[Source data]
________________

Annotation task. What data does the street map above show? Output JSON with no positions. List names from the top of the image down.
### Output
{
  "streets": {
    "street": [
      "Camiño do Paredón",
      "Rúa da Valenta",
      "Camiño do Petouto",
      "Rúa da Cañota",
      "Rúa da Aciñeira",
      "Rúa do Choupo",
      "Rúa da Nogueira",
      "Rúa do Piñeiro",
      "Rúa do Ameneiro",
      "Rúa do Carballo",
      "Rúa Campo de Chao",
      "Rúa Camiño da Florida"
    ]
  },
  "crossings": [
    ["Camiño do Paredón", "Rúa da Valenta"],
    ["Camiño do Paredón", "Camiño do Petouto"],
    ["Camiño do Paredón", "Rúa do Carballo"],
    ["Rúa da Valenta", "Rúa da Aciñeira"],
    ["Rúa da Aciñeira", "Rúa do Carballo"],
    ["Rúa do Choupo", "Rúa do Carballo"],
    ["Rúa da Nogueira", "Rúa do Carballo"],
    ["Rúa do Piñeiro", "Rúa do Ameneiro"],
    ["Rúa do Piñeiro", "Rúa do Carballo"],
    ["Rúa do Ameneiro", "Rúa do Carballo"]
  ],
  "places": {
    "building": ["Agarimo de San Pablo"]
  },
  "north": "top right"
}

________________

## TASK OBJECTIVE
So that nothing differs from the original, transcribe all of the records above.

## TASK SOLUTION
Annotation task. What data does the street map above show? Output JSON with no positions. List names from the top of the image down.
### Output
{
  "streets": {
    "street": [
      "Camiño do Paredón",
      "Rúa da Valenta",
      "Camiño do Petouto",
      "Rúa da Cañota",
      "Rúa da Aciñeira",
      "Rúa do Choupo",
      "Rúa da Nogueira",
      "Rúa do Piñeiro",
      "Rúa do Ameneiro",
      "Rúa do Carballo",
      "Rúa Campo de Chao",
      "Rúa Camiño da Florida"
    ]
  },
  "crossings": [
    ["Camiño do Paredón", "Rúa da Valenta"],
    ["Camiño do Paredón", "Camiño do Petouto"],
    ["Camiño do Paredón", "Rúa do Carballo"],
    ["Rúa da Valenta", "Rúa da Aciñeira"],
    ["Rúa da Aciñeira", "Rúa do Carballo"],
    ["Rúa do Choupo", "Rúa do Carballo"],
    ["Rúa da Nogueira", "Rúa do Carballo"],
    ["Rúa do Piñeiro", "Rúa do Ameneiro"],
    ["Rúa do Piñeiro", "Rúa do Carballo"],
    ["Rúa do Ameneiro", "Rúa do Carballo"]
  ],
  "places": {
    "building": ["Agarimo de San Pablo"]
  },
  "north": "top right"
}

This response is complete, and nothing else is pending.